Since apparently you have not seen invariant measures and the Perron-Frobenius theorem, here is a more elementary approach. We note $\mathbb P_M:=\mathbb P(\:\cdot\mid X_0=M)$ (that is under $\mathbb P_M$, the chain starts at $M$).

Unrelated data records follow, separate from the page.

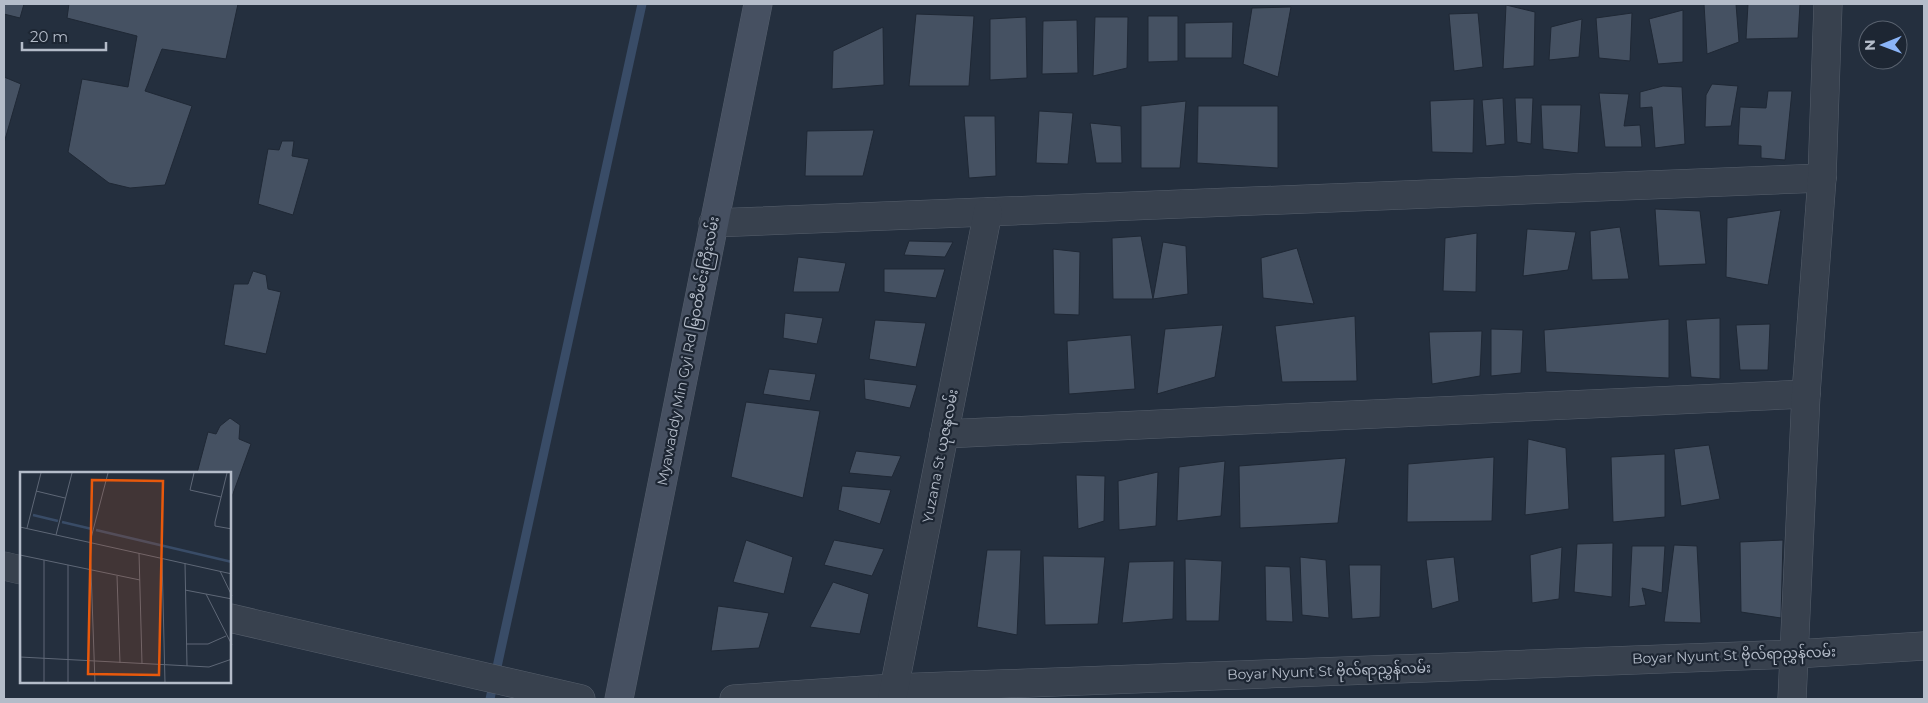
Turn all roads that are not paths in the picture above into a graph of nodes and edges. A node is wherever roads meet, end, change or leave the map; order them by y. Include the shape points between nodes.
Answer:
1 (758, 4) edge
2 (1828, 4) edge
3 (1822, 178) junction
4 (988, 212) junction
5 (713, 223) junction
6 (1806, 394) junction
7 (944, 434) junction
8 (4, 566) edge
9 (20, 570) edge
10 (231, 618) edge
11 (1924, 646) edge
12 (1795, 654) junction
13 (893, 693) edge
14 (581, 699) edge
15 (619, 699) edge
16 (734, 699) edge
17 (1792, 699) edge

1 - 5 main road, Myawaddy Min Gyi Rd မြဝတီမင်းကြီးလမ်း
2 - 3 street
3 - 4 street
3 - 6 street
4 - 5 street
4 - 7 street, Yuzana St ယုဇနလမ်း
5 - 15 main road, Myawaddy Min Gyi Rd မြဝတီမင်းကြီးလမ်း
6 - 7 street
6 - 12 street
7 - 13 street, Yuzana St ယုဇနလမ်း
8 - 9 street
10 - 14 street
11 - 12 street, Boyar Nyunt St ဗိုလ်ရာညွှန်လမ်း
12 - 13 street, Boyar Nyunt St ဗိုလ်ရာညွှန်လမ်း
12 - 17 street
13 - 16 street, Boyar Nyunt St ဗိုလ်ရာညွှန်လမ်း

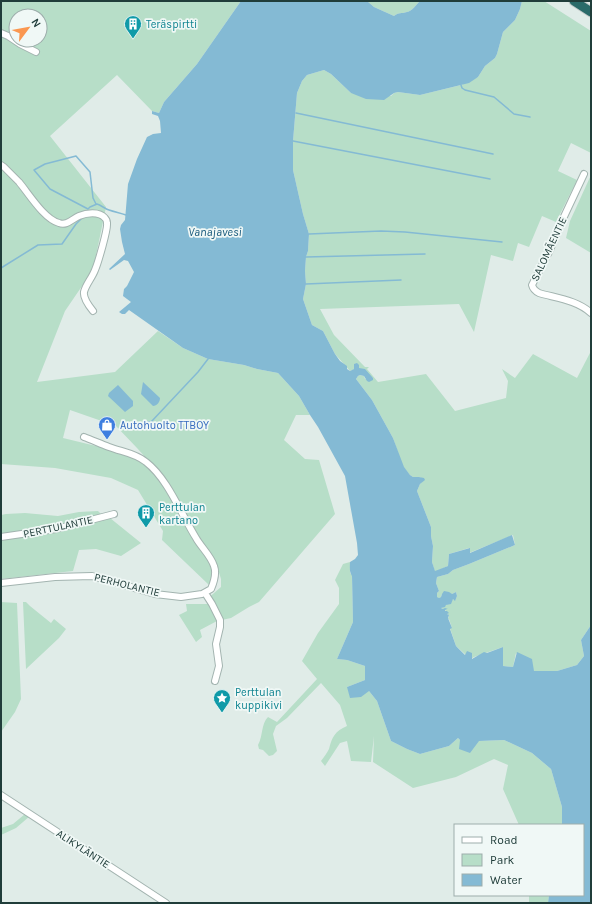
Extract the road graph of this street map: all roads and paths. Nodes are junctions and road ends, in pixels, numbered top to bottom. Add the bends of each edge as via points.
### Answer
1 (574, 1) edge
2 (591, 12) edge
3 (1, 33) edge
4 (36, 52) dead end
5 (1, 165) edge
6 (584, 174) dead end
7 (93, 311) dead end
8 (591, 313) edge
9 (84, 437) dead end
10 (114, 514) dead end
11 (1, 537) edge
12 (1, 583) edge
13 (205, 593) junction
14 (215, 682) dead end
15 (1, 795) edge
16 (166, 903) edge

1 - 2 highway
3 - 4 street
5 - 7 street via 54,221 63,224 79,216 93,213 106,218 107,227 99,259 84,293
6 - 8 street, SALOMÄENTIE via 532,288 538,293 582,306
9 - 13 street via 134,455 154,470 214,566 213,584
10 - 11 street, PERTTULANTIE via 56,529
12 - 13 street, PERHOLANTIE via 92,576 156,594 181,597
13 - 14 street via 220,620 216,644 219,666
15 - 16 street, ALIKYLÄNTIE

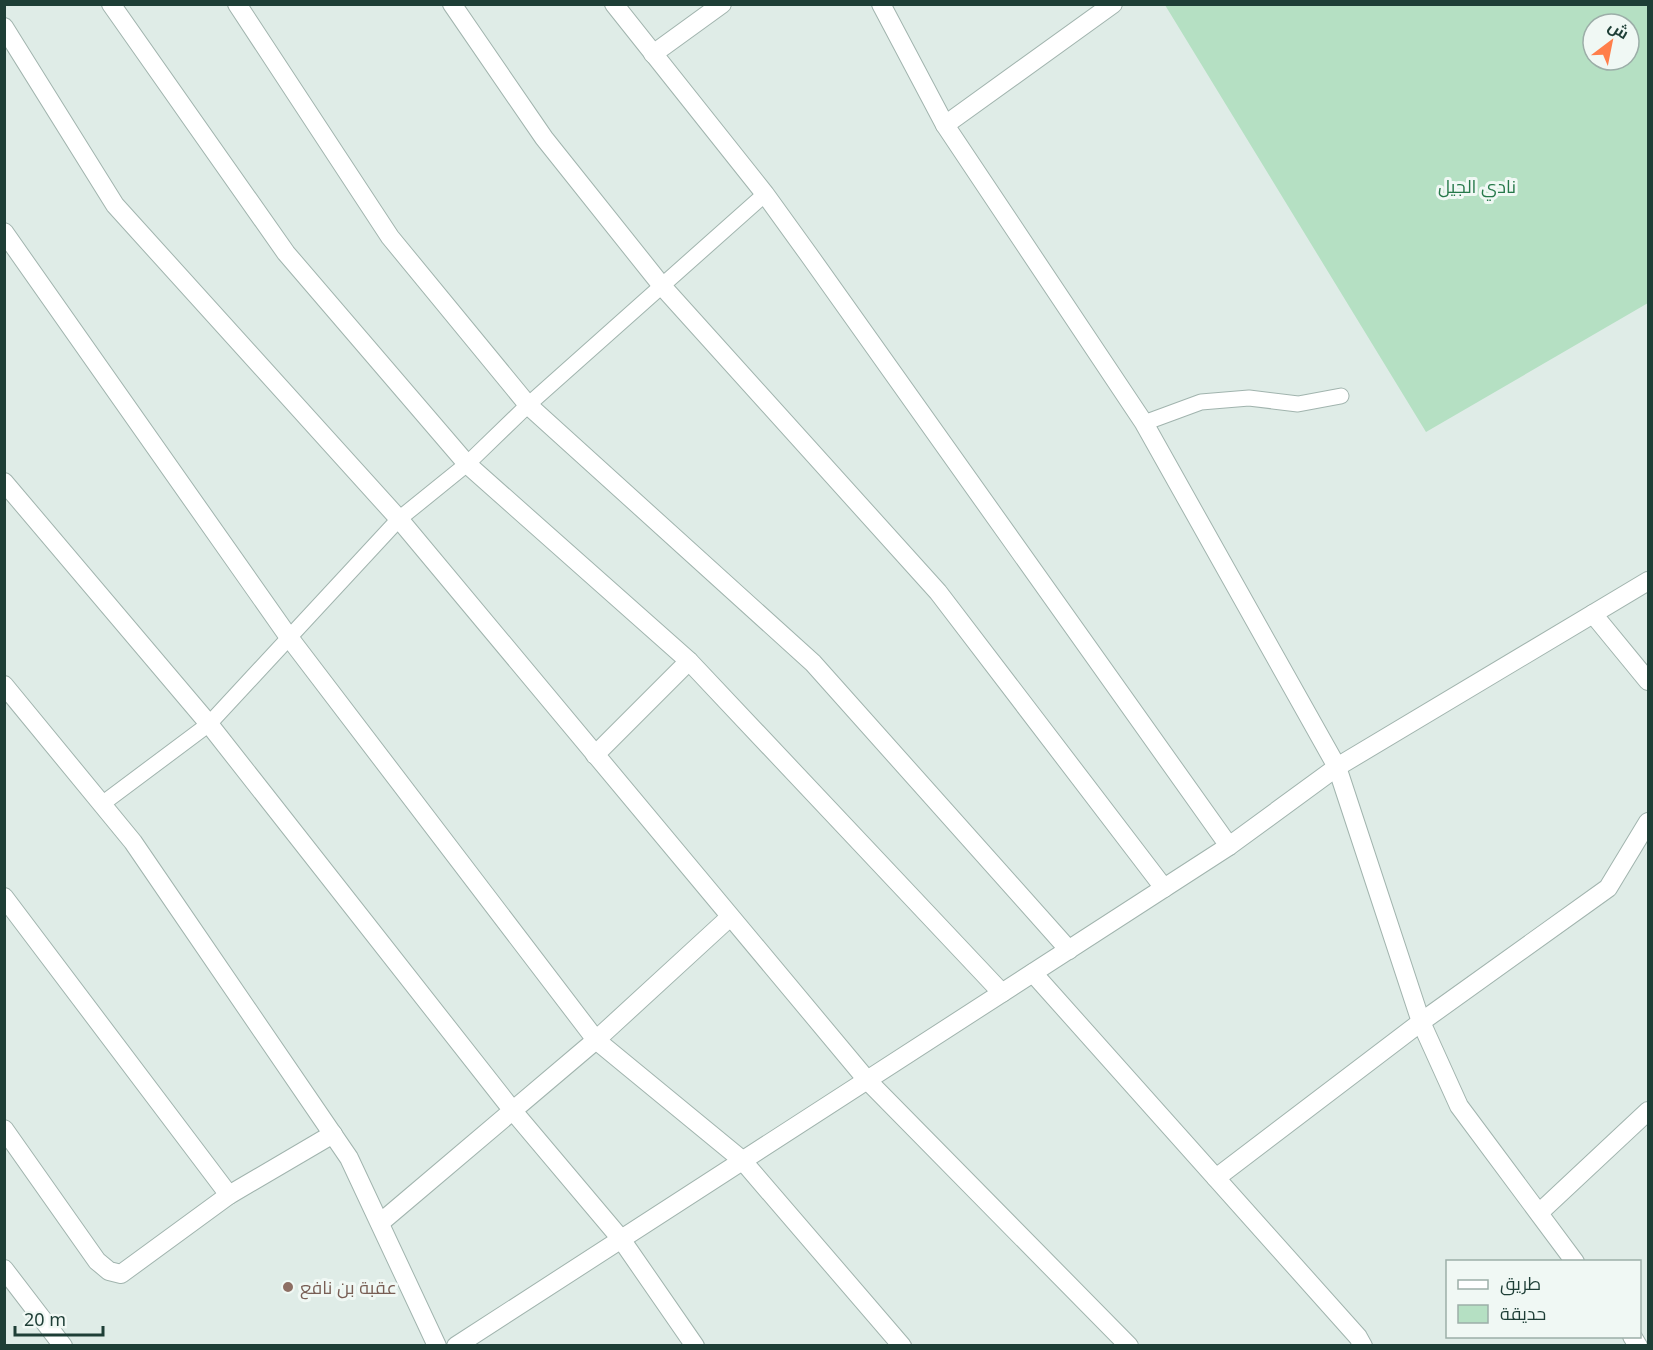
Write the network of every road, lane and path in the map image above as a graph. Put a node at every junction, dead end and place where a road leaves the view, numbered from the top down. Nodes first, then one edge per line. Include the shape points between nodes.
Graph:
1 (111, 4) edge
2 (237, 4) edge
3 (452, 4) edge
4 (614, 4) edge
5 (722, 4) edge
6 (881, 4) edge
7 (1113, 4) edge
8 (4, 27) edge
9 (653, 54) junction
10 (945, 125) junction
11 (765, 194) junction
12 (4, 232) edge
13 (662, 286) junction
14 (1341, 396) dead end
15 (528, 405) junction
16 (1144, 423) junction
17 (467, 464) junction
18 (4, 482) edge
19 (399, 519) junction
20 (1648, 581) edge
21 (1593, 614) junction
22 (288, 636) junction
23 (689, 661) junction
24 (1648, 681) edge
25 (4, 685) edge
26 (209, 724) junction
27 (595, 754) junction
28 (1337, 767) junction
29 (102, 804) junction
30 (1648, 822) edge
31 (1229, 846) junction
32 (1164, 888) junction
33 (4, 897) edge
34 (730, 917) junction
35 (1069, 950) junction
36 (1033, 973) junction
37 (1002, 993) junction
38 (1421, 1022) junction
39 (596, 1040) junction
40 (867, 1080) junction
41 (513, 1110) junction
42 (1648, 1111) edge
43 (4, 1129) edge
44 (333, 1134) junction
45 (742, 1160) junction
46 (1216, 1178) junction
47 (229, 1195) junction
48 (1539, 1213) junction
49 (380, 1223) junction
50 (621, 1239) junction
51 (1574, 1260) edge
52 (4, 1269) edge
53 (63, 1346) edge
54 (437, 1346) edge
55 (456, 1346) edge
56 (695, 1346) edge
57 (902, 1346) edge
58 (1129, 1346) edge
59 (1363, 1346) edge

1 - 17 street via 286,253
2 - 15 street via 390,237
3 - 13 street via 544,138
4 - 9 street
5 - 9 street
6 - 10 street
7 - 10 street
8 - 19 street via 115,205
9 - 11 street
10 - 16 street
11 - 13 lane
11 - 31 street
12 - 22 street
13 - 15 lane
13 - 32 street via 938,592
14 - 16 lane via 1298,404 1249,398 1201,402
15 - 17 lane
15 - 35 street via 813,663
16 - 28 street
17 - 19 lane
17 - 23 street
18 - 26 street
19 - 22 lane
19 - 27 street
20 - 21 street
21 - 24 street
21 - 28 street
22 - 26 lane
22 - 39 street
23 - 27 street
23 - 37 street
25 - 29 street
26 - 29 lane
26 - 41 street
27 - 34 street
28 - 31 street
28 - 38 street
29 - 44 street via 133,842
30 - 38 street via 1608,888
31 - 32 street
32 - 35 street
33 - 47 street
34 - 39 street
34 - 40 street
35 - 36 street
36 - 37 street
36 - 46 street
37 - 40 street
38 - 46 street
38 - 48 street via 1459,1106
39 - 41 street
39 - 45 street
40 - 45 street
40 - 58 street
41 - 49 street
41 - 50 street
42 - 48 street
43 - 47 street via 97,1261 121,1274
44 - 47 street
44 - 49 street
45 - 50 street
45 - 57 street
46 - 59 street
48 - 51 street
49 - 54 street
50 - 55 street
50 - 56 street
52 - 53 street

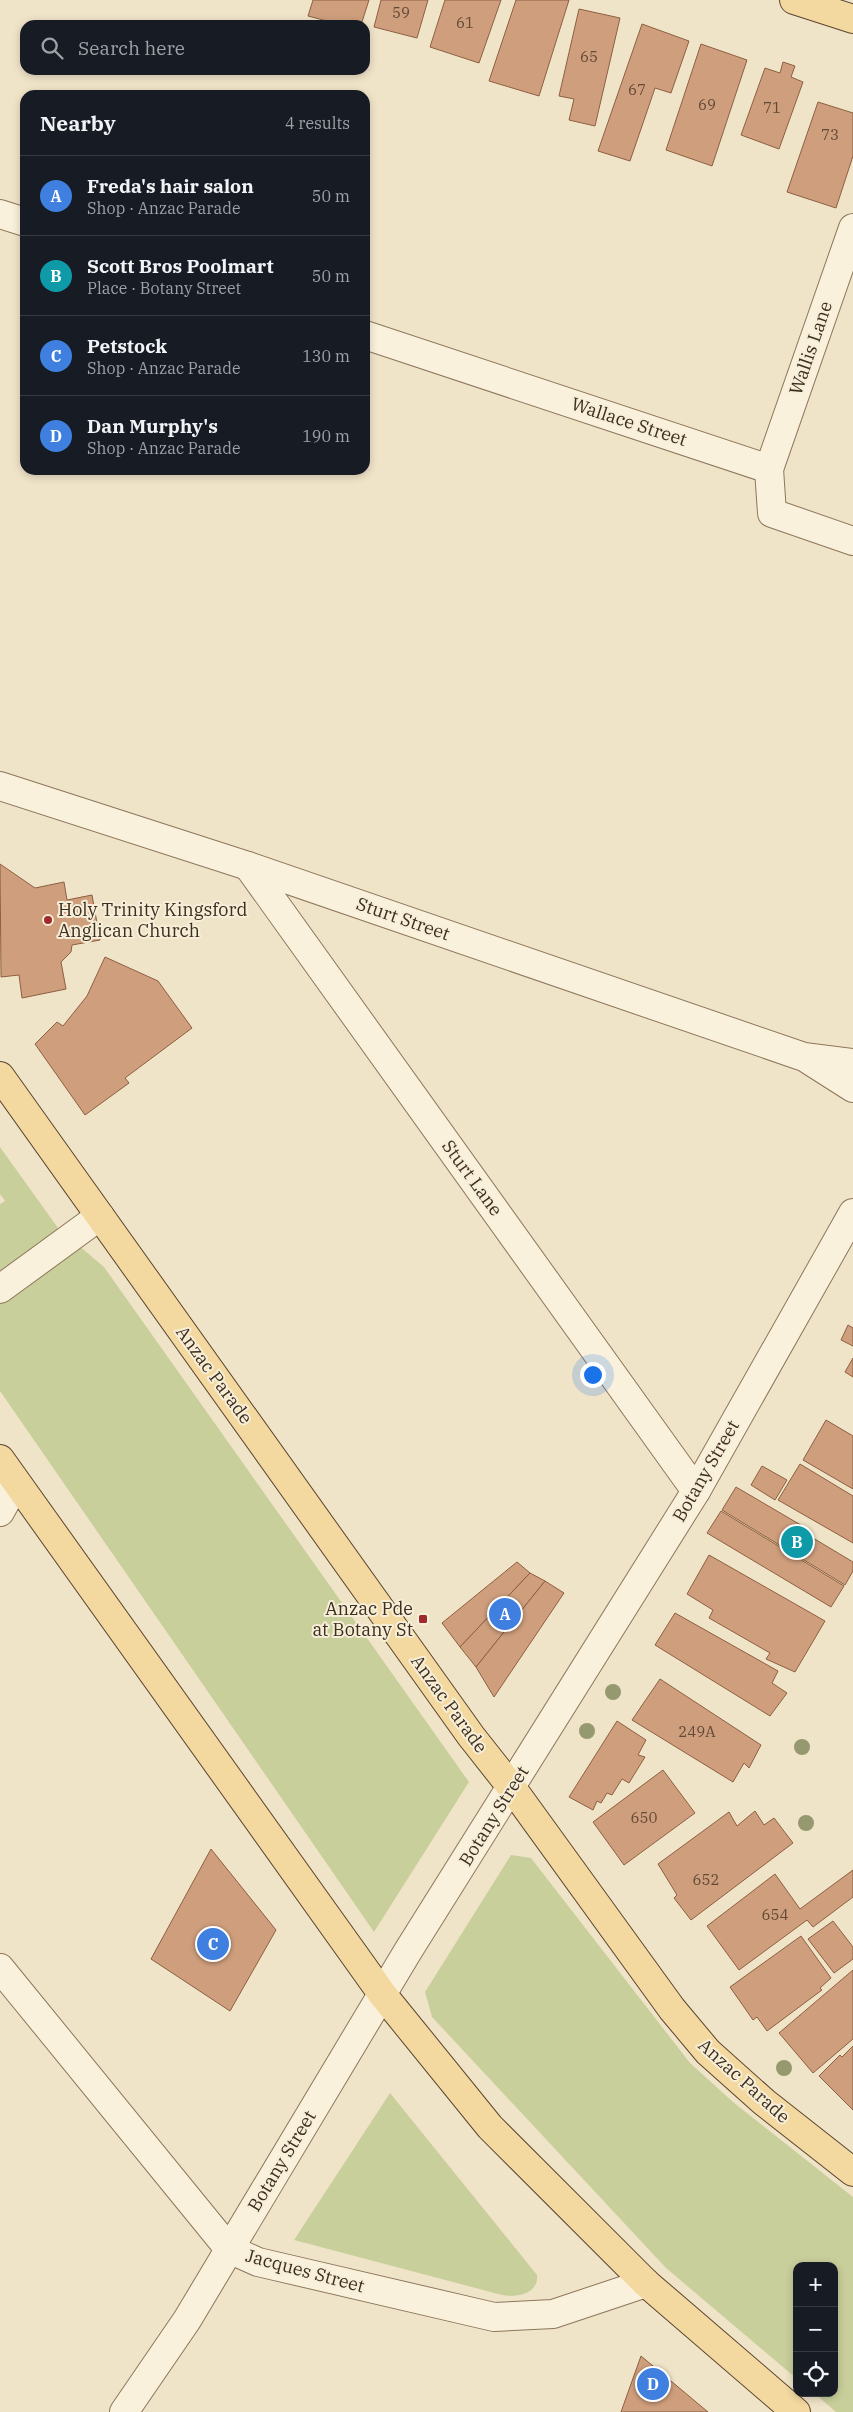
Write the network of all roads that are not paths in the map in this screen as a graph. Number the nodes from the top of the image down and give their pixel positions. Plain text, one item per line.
1 (794, 0) edge
2 (853, 19) edge
3 (0, 214) edge
4 (20, 220) edge
5 (853, 228) edge
6 (370, 337) edge
7 (769, 468) junction
8 (853, 541) edge
9 (0, 786) edge
10 (248, 866) junction
11 (804, 1057) junction
12 (853, 1063) edge
13 (0, 1076) edge
14 (853, 1088) edge
15 (853, 1213) edge
16 (100, 1216) junction
17 (0, 1290) edge
18 (0, 1459) edge
19 (16, 1483) junction
20 (696, 1491) junction
21 (0, 1512) edge
22 (512, 1788) junction
23 (0, 1968) edge
24 (382, 1994) junction
25 (853, 2172) edge
26 (229, 2249) junction
27 (646, 2283) junction
28 (124, 2412) edge
29 (796, 2412) edge

1 - 2 main road
3 - 4 street
5 - 7 street, Wallis Lane
6 - 7 street, Wallace Street
7 - 8 street
9 - 10 street, Sturt Street
10 - 11 street, Sturt Street
10 - 20 street, Sturt Lane
11 - 12 street, Sturt Street
11 - 14 street, Sturt Street
13 - 16 main road, Anzac Parade
15 - 20 street, Botany Street
16 - 17 street
16 - 22 main road, Anzac Parade
18 - 19 main road
19 - 21 street
19 - 24 main road
20 - 22 street, Botany Street
22 - 24 street, Botany Street
22 - 25 main road, Anzac Parade
23 - 26 street, Jacques Street
24 - 26 street, Botany Street
24 - 27 main road
26 - 27 street, Jacques Street
26 - 28 street, Botany Street
27 - 29 main road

b. Let $N_C$ be the number of visits to $C$ before returning to $A$. Then from the dynamics of the Markov chain (reading the graph), $$\left\{\begin{aligned}\mathbb E_A[N_C]&=\frac12\Bigl(\mathbb E_B[N_C]+\mathbb E_C[N_C]\Bigr),\\[.4em] \mathbb E_B[N_C]&=\frac12\,\mathbb E_C[N_C],\\[.4em] \mathbb E_C[N_C]&=1+\frac14\Bigl(\mathbb E_B[N_C]+\mathbb E_D[N_C]+\mathbb E_E[N_C]\Bigr),\\[.4em] \mathbb E_D[N_C]&=\frac12\Bigl(\mathbb E_C[N_C]+\mathbb E_E[N_C]\Bigr),\\[.4em] \mathbb E_E[N_C]&=\frac12\Bigl(\mathbb E_C[N_C]+\mathbb E_D[N_C]\Bigr).\end{aligned}\right. $$ This solves to $$\mathbb E_A[N_C]=2,\quad\mathbb E_B[N_C]=\frac43,\quad\mathbb E_C[N_C]=\mathbb E_D[N_C]=\mathbb E_E[N_C]=\frac83.$$ So the answer is $\mathbb E_A[N_C]=2$. (Note that this equals $\frac{\pi_C}{\pi_A}$.)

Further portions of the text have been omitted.